§ **Data shown**
******************************

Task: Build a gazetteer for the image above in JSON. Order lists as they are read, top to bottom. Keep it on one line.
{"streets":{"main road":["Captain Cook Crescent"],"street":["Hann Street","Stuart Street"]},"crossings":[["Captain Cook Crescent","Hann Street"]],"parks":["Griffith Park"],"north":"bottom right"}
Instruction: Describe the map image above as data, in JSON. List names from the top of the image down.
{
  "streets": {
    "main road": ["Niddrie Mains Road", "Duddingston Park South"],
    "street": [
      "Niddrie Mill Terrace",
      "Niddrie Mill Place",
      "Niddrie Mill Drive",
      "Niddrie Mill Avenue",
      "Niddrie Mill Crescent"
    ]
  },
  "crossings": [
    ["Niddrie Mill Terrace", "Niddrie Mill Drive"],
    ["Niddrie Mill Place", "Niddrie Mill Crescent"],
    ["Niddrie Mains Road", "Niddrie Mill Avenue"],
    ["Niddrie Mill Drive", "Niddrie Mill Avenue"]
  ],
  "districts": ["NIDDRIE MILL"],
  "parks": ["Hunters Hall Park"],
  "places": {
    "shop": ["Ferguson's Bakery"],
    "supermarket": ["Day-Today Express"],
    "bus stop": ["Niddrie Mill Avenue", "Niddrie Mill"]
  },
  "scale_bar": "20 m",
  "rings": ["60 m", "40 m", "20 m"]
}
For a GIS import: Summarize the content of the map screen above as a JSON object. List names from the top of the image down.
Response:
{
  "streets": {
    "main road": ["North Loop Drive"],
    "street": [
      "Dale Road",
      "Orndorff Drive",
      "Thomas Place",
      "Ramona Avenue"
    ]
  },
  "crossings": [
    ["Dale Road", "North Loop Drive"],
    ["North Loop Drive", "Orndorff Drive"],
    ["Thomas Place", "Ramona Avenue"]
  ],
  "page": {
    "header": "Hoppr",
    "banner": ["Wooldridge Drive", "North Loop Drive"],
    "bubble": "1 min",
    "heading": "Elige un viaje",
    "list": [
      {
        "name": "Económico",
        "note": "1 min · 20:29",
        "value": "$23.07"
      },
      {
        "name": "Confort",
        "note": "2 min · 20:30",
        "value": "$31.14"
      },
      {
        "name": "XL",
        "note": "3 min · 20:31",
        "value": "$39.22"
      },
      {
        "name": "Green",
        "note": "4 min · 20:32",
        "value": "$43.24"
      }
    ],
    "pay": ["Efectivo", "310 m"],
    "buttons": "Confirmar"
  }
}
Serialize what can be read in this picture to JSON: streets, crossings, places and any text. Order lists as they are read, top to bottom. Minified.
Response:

******************************

Would you retype all of the lines shown above, exactly as given?

§ **Answer to the problem**
Task: Build a gazetteer for the image above in JSON. Order lists as they are read, top to bottom. Keep it on one line.
{"streets":{"main road":["Captain Cook Crescent"],"street":["Hann Street","Stuart Street"]},"crossings":[["Captain Cook Crescent","Hann Street"]],"parks":["Griffith Park"],"north":"bottom right"}
Instruction: Describe the map image above as data, in JSON. List names from the top of the image down.
{
  "streets": {
    "main road": ["Niddrie Mains Road", "Duddingston Park South"],
    "street": [
      "Niddrie Mill Terrace",
      "Niddrie Mill Place",
      "Niddrie Mill Drive",
      "Niddrie Mill Avenue",
      "Niddrie Mill Crescent"
    ]
  },
  "crossings": [
    ["Niddrie Mill Terrace", "Niddrie Mill Drive"],
    ["Niddrie Mill Place", "Niddrie Mill Crescent"],
    ["Niddrie Mains Road", "Niddrie Mill Avenue"],
    ["Niddrie Mill Drive", "Niddrie Mill Avenue"]
  ],
  "districts": ["NIDDRIE MILL"],
  "parks": ["Hunters Hall Park"],
  "places": {
    "shop": ["Ferguson's Bakery"],
    "supermarket": ["Day-Today Express"],
    "bus stop": ["Niddrie Mill Avenue", "Niddrie Mill"]
  },
  "scale_bar": "20 m",
  "rings": ["60 m", "40 m", "20 m"]
}
For a GIS import: Summarize the content of the map screen above as a JSON object. List names from the top of the image down.
Response:
{
  "streets": {
    "main road": ["North Loop Drive"],
    "street": [
      "Dale Road",
      "Orndorff Drive",
      "Thomas Place",
      "Ramona Avenue"
    ]
  },
  "crossings": [
    ["Dale Road", "North Loop Drive"],
    ["North Loop Drive", "Orndorff Drive"],
    ["Thomas Place", "Ramona Avenue"]
  ],
  "page": {
    "header": "Hoppr",
    "banner": ["Wooldridge Drive", "North Loop Drive"],
    "bubble": "1 min",
    "heading": "Elige un viaje",
    "list": [
      {
        "name": "Económico",
        "note": "1 min · 20:29",
        "value": "$23.07"
      },
      {
        "name": "Confort",
        "note": "2 min · 20:30",
        "value": "$31.14"
      },
      {
        "name": "XL",
        "note": "3 min · 20:31",
        "value": "$39.22"
      },
      {
        "name": "Green",
        "note": "4 min · 20:32",
        "value": "$43.24"
      }
    ],
    "pay": ["Efectivo", "310 m"],
    "buttons": "Confirmar"
  }
}
Serialize what can be read in this picture to JSON: streets, crossings, places and any text. Order lists as they are read, top to bottom. Minified.
Response:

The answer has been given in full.